Start of Supplied material

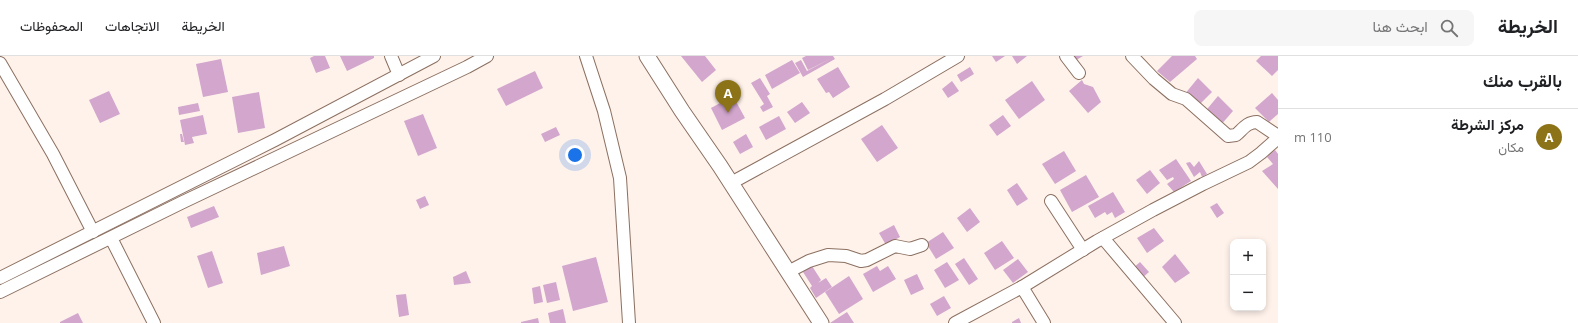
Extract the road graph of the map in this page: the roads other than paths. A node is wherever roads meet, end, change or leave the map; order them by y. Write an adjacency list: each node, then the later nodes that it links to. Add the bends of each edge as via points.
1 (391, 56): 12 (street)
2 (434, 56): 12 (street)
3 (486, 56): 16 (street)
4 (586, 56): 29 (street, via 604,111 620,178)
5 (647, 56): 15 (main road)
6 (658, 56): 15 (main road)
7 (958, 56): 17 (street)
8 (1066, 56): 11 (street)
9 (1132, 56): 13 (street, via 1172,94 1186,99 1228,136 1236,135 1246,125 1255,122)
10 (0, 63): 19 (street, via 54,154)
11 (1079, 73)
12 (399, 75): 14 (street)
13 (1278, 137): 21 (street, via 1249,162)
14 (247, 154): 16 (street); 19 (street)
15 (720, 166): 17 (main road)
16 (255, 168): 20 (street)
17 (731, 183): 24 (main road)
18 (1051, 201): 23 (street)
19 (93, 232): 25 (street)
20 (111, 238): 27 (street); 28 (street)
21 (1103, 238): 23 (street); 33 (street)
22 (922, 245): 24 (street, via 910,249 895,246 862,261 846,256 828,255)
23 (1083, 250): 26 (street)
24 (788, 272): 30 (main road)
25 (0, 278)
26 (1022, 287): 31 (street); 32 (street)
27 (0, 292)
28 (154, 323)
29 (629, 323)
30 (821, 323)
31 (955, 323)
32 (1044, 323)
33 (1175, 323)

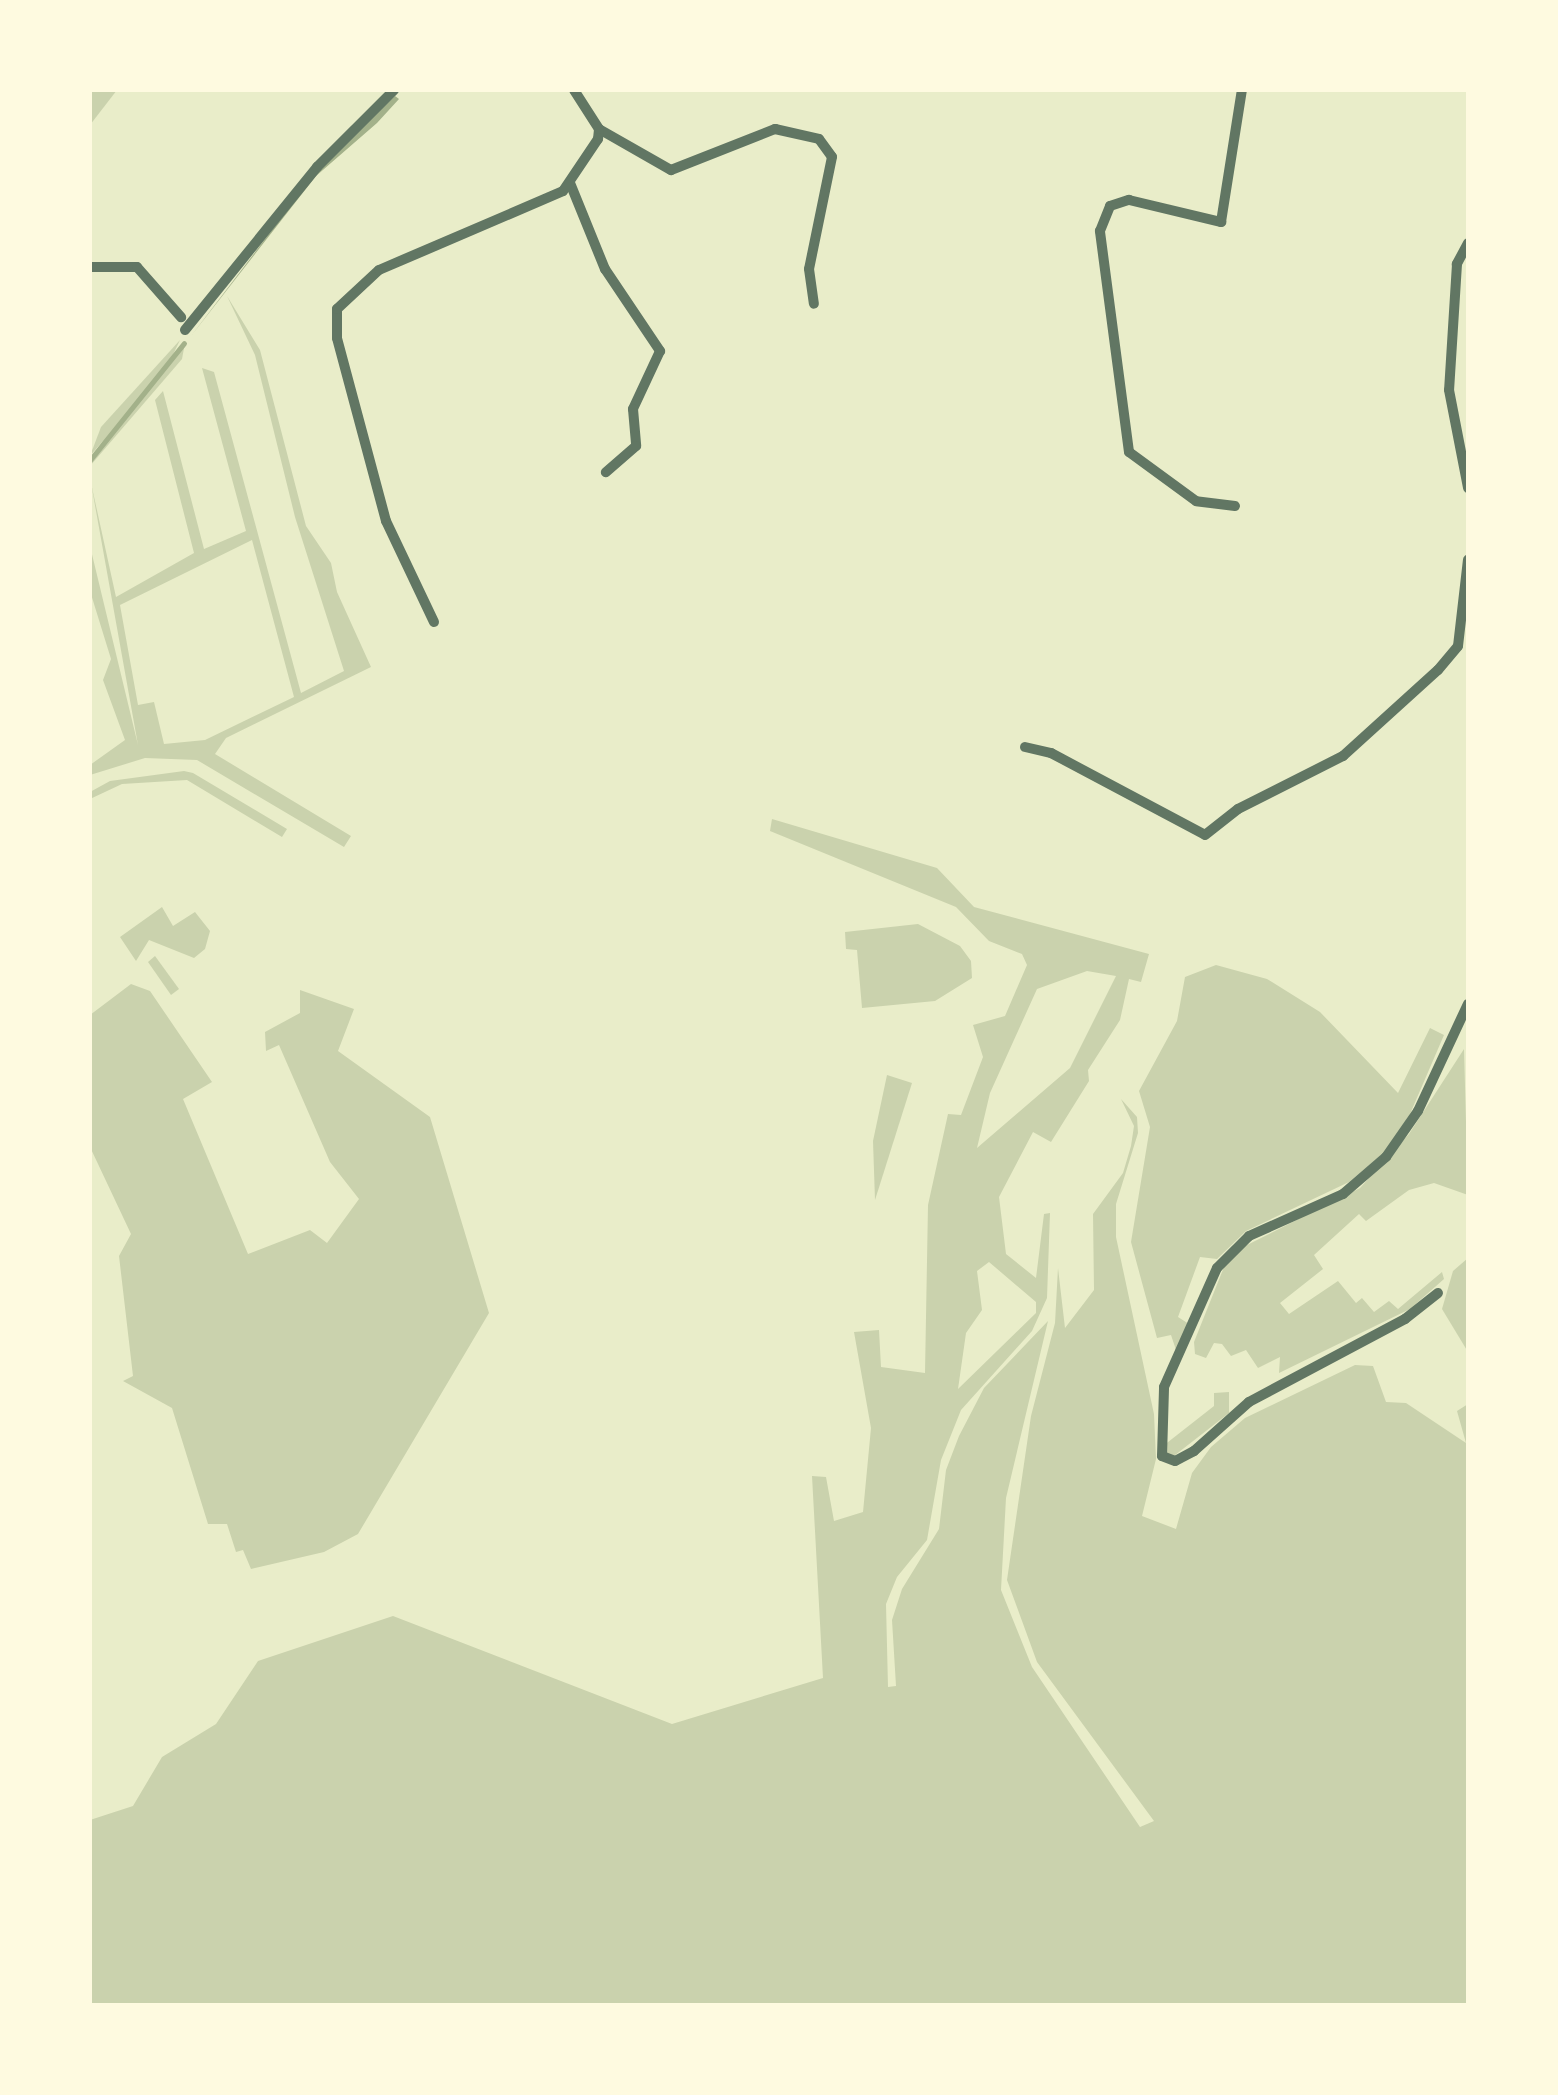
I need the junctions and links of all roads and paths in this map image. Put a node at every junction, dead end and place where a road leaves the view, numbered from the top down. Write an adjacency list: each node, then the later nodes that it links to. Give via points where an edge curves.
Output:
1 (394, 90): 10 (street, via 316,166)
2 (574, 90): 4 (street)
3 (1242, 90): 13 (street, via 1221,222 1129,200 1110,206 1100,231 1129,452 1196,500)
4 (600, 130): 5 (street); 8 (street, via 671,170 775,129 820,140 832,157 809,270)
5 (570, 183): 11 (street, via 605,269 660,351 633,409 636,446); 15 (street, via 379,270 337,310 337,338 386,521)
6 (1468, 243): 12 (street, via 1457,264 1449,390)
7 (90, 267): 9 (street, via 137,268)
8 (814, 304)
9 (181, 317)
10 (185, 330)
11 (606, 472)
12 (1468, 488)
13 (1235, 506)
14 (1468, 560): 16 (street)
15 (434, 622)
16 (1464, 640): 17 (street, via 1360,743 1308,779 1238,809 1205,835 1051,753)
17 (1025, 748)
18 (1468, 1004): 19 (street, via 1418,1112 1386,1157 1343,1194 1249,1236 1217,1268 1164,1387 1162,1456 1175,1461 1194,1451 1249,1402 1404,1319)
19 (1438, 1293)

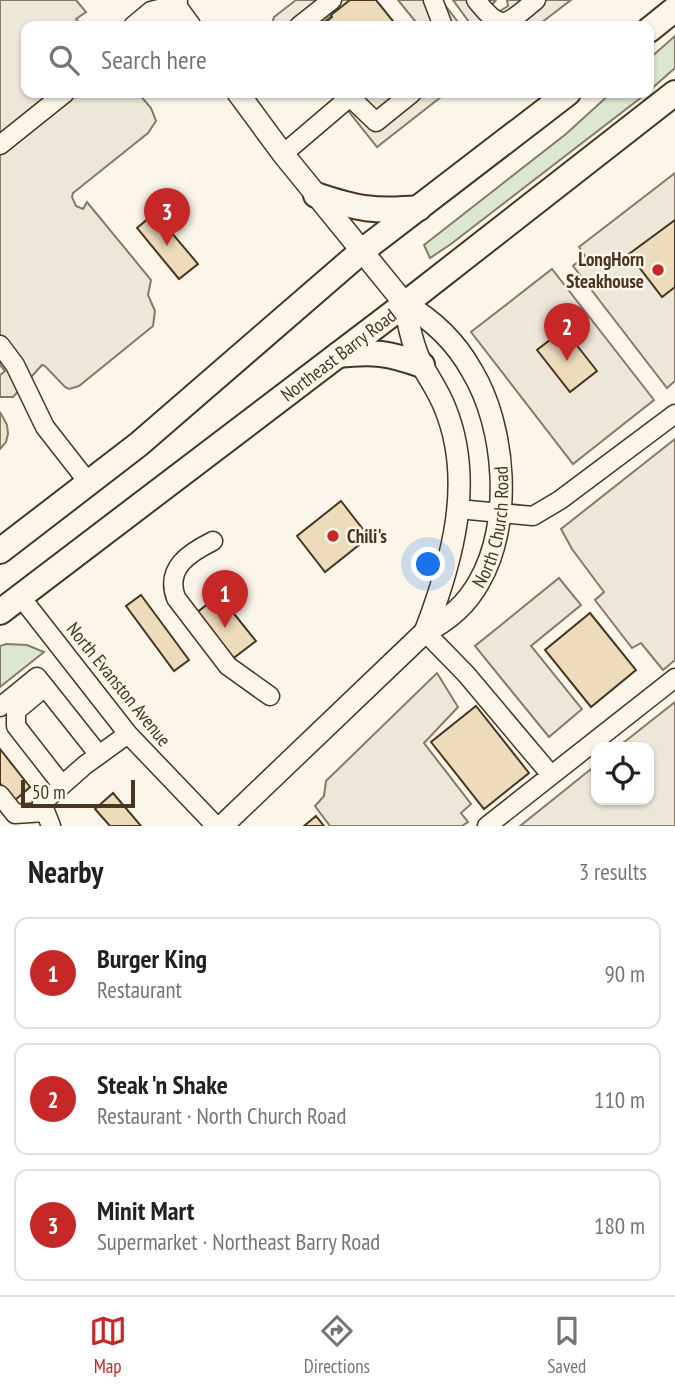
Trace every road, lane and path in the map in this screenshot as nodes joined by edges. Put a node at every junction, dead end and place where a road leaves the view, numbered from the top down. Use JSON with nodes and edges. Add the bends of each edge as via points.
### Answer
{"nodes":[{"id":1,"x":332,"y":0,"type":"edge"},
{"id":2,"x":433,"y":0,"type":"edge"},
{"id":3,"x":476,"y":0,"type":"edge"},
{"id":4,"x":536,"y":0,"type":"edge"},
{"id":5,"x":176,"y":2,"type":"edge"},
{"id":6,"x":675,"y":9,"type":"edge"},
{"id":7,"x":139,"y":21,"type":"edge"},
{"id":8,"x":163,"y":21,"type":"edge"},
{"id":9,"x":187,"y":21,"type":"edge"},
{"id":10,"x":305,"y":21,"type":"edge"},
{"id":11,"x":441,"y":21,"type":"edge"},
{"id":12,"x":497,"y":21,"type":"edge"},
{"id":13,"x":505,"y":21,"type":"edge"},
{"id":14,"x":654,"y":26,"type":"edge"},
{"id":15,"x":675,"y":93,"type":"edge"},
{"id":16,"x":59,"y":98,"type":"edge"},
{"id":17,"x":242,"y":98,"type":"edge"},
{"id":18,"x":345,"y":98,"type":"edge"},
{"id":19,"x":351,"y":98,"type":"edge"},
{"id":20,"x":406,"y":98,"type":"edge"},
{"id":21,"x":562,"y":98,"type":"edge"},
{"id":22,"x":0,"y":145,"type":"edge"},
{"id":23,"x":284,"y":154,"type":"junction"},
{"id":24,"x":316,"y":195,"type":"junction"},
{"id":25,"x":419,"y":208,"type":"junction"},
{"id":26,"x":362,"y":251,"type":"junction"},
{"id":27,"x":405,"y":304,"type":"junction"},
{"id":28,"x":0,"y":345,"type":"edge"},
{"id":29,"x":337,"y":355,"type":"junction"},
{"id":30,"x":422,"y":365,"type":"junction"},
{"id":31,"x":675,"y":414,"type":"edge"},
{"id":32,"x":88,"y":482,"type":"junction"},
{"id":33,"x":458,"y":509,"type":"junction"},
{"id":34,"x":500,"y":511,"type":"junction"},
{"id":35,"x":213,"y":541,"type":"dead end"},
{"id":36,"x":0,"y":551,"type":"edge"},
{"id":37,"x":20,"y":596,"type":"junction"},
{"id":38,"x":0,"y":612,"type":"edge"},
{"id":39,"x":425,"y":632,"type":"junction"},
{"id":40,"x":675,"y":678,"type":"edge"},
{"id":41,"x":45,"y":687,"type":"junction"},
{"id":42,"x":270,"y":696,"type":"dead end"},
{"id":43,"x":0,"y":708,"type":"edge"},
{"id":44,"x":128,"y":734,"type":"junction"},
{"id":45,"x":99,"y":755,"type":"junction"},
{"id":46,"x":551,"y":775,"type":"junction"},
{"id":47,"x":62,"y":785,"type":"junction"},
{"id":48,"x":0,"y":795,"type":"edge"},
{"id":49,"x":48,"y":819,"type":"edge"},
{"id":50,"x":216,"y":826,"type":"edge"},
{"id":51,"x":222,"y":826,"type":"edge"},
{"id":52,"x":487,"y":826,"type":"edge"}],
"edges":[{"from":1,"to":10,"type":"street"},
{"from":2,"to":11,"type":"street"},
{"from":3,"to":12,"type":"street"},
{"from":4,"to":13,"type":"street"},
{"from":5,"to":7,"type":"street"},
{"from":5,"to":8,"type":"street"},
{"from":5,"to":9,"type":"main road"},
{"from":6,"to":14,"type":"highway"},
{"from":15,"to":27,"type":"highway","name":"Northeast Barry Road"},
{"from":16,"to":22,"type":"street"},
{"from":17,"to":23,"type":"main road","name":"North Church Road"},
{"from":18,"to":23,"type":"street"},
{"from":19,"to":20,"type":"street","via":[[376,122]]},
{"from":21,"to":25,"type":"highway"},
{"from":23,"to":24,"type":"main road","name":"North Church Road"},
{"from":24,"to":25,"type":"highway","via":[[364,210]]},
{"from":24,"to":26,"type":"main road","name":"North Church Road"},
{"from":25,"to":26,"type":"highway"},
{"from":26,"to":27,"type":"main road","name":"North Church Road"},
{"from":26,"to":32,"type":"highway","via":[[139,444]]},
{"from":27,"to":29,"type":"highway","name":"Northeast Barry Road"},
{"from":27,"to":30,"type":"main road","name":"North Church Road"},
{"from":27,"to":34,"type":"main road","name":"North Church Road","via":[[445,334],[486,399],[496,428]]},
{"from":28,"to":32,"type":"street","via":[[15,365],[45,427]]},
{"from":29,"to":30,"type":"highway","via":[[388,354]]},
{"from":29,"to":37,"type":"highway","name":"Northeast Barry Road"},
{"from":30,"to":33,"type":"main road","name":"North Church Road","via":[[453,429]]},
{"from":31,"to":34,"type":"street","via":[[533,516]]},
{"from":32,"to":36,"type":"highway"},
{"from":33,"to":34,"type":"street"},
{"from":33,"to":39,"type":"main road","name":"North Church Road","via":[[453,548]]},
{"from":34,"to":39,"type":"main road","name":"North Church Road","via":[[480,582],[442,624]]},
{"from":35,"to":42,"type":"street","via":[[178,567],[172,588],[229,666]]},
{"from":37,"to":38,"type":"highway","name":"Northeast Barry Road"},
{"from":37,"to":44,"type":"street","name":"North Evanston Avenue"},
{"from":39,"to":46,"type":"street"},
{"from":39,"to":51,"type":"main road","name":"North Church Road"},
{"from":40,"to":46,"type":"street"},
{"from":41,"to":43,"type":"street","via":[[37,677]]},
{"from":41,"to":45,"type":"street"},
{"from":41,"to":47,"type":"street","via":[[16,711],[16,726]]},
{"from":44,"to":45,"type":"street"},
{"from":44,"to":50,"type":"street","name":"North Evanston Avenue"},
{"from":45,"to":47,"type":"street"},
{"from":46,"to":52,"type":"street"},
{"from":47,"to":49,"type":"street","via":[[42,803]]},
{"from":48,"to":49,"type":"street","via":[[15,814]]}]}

End of Supplied material

__Problem statement__. Only lines with the word "Evanston" are wanted; pull each of them from the records.

__Solved problem__.
{"from":37,"to":44,"type":"street","name":"North Evanston Avenue"},
{"from":44,"to":50,"type":"street","name":"North Evanston Avenue"},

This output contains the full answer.